Note: The number of identity transitions in controled by the max_chained_user_hops option in the drill-override.conf file. See Chained Impersonation and Configuring Impersonation and Chaining for more information.
Frank is a senior HR manager at a company. Frank has access to all of the employee data because he is a member of the hr group. Frank created a table named “employees” in his home directory to store the employee data he uses. Only Frank has access to this table.
drwx------ frank:hr /user/frank/employees

Each record in the employees table consists of the following information: emp_id, emp_name, emp_ssn, emp_salary, emp_addr, emp_phone, emp_mgr

Frank needs to share a subset of this information with Joe who is an HR manager reporting to Frank. To share the employee data, Frank creates a view called emp_mgr_view that accesses a subset of the data. The emp_mgr_view filters out sensitive employee information, such as the employee social security numbers, and only shows data for the employees that report directly to Joe. Frank and Joe both belong to the mgr group. Managers have read permission on Frank’s directory.
rwxr----- frank:mgr /user/frank/emp_mgr_view.view.drill
The emp_mgr_view.view.drill file contains the following view definition:
(view definition: SELECT emp_id, emp_name, emp_salary, emp_addr, emp_phone FROM `/user/frank/employee` WHERE emp_mgr = 'Joe')

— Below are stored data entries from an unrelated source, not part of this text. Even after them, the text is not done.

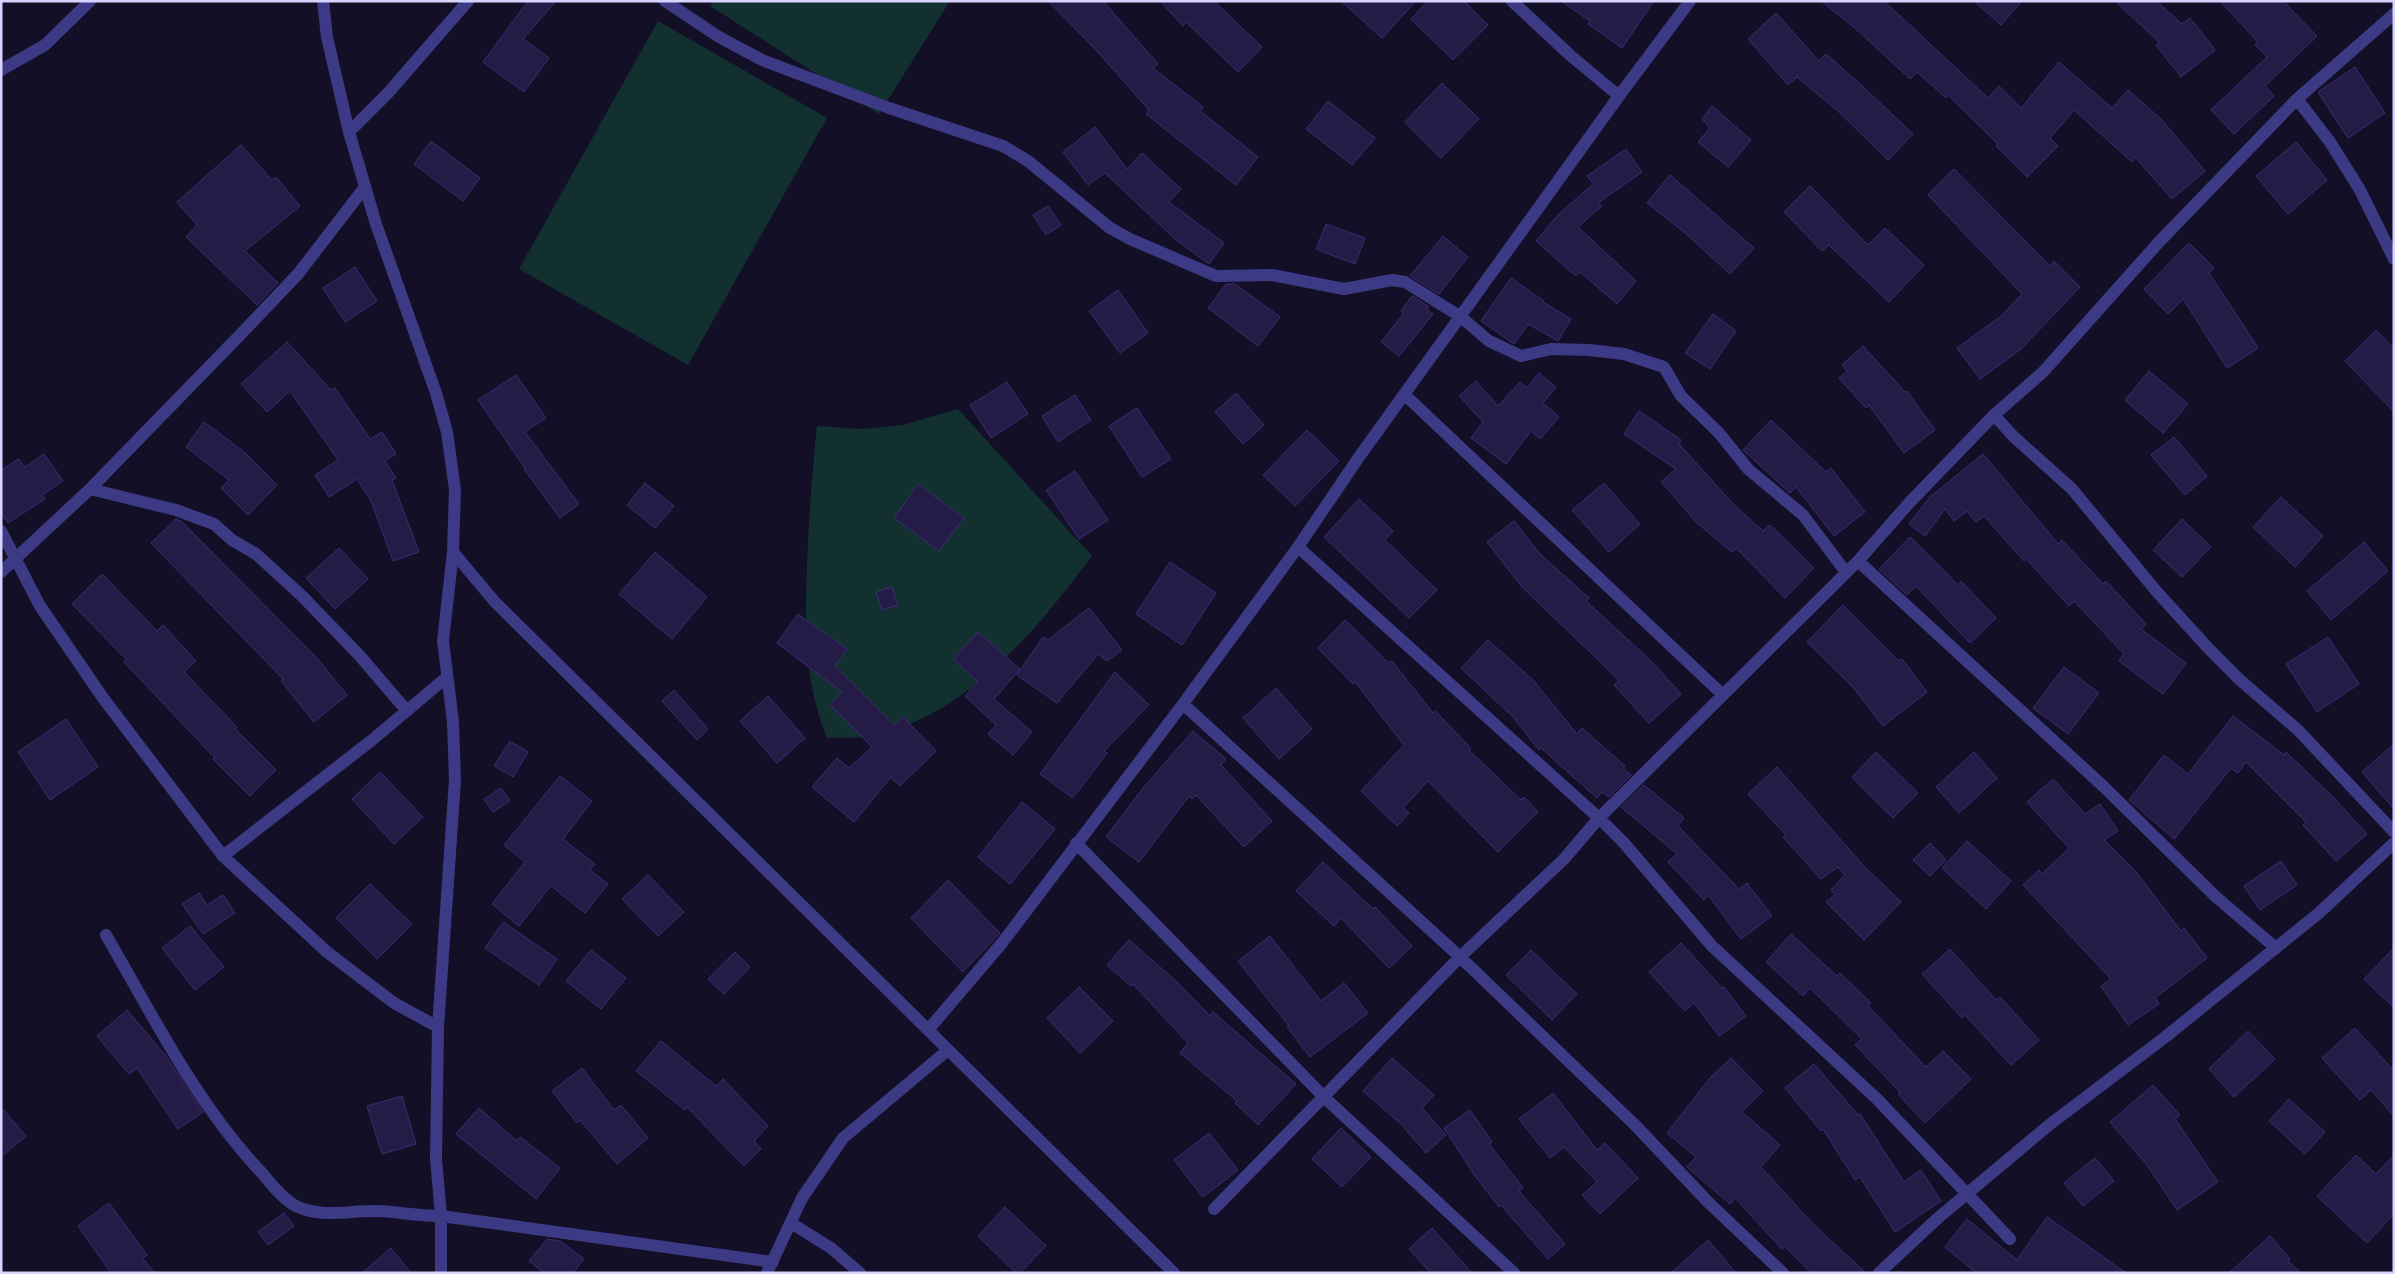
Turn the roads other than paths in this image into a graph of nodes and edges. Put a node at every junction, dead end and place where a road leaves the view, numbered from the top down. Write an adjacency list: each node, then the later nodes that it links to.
1 (90, 1): 8 (street)
2 (323, 1): 11 (street)
3 (468, 1): 11 (street)
4 (665, 1): 14 (street)
5 (1512, 1): 9 (street)
6 (1690, 1): 9 (street)
7 (2394, 14): 10 (street)
8 (1, 70)
9 (1619, 96): 14 (street)
10 (2297, 99): 13 (street); 16 (street)
11 (349, 132): 12 (street)
12 (365, 187): 17 (street); 21 (street)
13 (2394, 260)
14 (1461, 317): 15 (street); 25 (street)
15 (1405, 395): 20 (street); 27 (street)
16 (1994, 414): 23 (street); 31 (street)
17 (90, 489): 22 (street); 29 (street)
18 (1, 531): 19 (street)
19 (5, 546): 22 (street)
20 (1298, 547): 28 (street); 30 (street)
21 (453, 552): 26 (street); 39 (street)
22 (15, 560): 24 (street); 34 (street)
23 (1858, 561): 25 (street); 36 (street)
24 (1, 572)
25 (1845, 572): 27 (street)
26 (447, 676): 29 (street); 38 (street)
27 (1723, 695): 30 (street)
28 (1183, 704): 32 (street); 37 (street)
29 (406, 711): 34 (street)
30 (1599, 818): 37 (street); 42 (street)
31 (2394, 832)
32 (1076, 843): 39 (street); 41 (street)
33 (2394, 843): 36 (street)
34 (222, 856): 38 (street)
35 (106, 935): 44 (street)
36 (2276, 948): 42 (street)
37 (1460, 956): 41 (street); 52 (street)
38 (438, 1027): 44 (street)
39 (928, 1030): 40 (street)
40 (948, 1050): 45 (street); 50 (street)
41 (1324, 1098): 43 (street); 51 (street)
42 (1967, 1194): 46 (street); 53 (street)
43 (1214, 1209)
44 (441, 1216): 47 (street); 48 (street)
45 (791, 1223): 47 (street); 49 (street)
46 (2010, 1239)
47 (770, 1268)
48 (441, 1273)
49 (860, 1273)
50 (1174, 1273)
51 (1514, 1273)
52 (1783, 1273)
53 (1879, 1273)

When Joe issues SELECT * FROM emp_mgr_view, Drill impersonates Frank when accessing the employee data, and the query returns the data that Joe has permission to see based on the view definition. The query results do not include any sensitive data because the view protects that information. If Joe tries to query the employees table directly, Drill returns an error or null values.

Because Joe has read permissions on the emp_mgr_view, he can create new views from it to give other users access to the employee data even though he does not own the employees table and cannot access the employees table directly.

Joe needs to share employee contact data with his direct reports, so he creates a special view called emp_team_view to share the employee contact information with his team. Joe creates the view and writes it to his home directory. Joe and his reports belong to a group named joeteam. The joeteam group has read permissions on Joe’s home directory so they can query the view and create new views from it.
rwxr----- joe:joeteam /user/joe/emp_team_view.view.drill
The emp_team_view.view.drill file contains the following view definition:
(view definition: SELECT emp_id, emp_name, emp_phone FROM `/user/frank/emp_mgr_view.drill`);

When anyone on Joe’s team issues SELECT * FROM emp_team_view, Drill impersonates Joe to access the emp_team_view and then impersonates Frank to access the emp_mgr_view and the employee data. Drill returns the data that Joe’s team has can see based on the view definition. If anyone on Joe’s team tries to query the emp_mgr_view or employees table directly, Drill returns an error or null values.

Because Joe’s team has read permissions on the emp_team_view, they can create new views from it and write the views to any directory for which they have write access. Creating views can continue until Drill reaches the maximum number of impersonation hops (chained impersonation).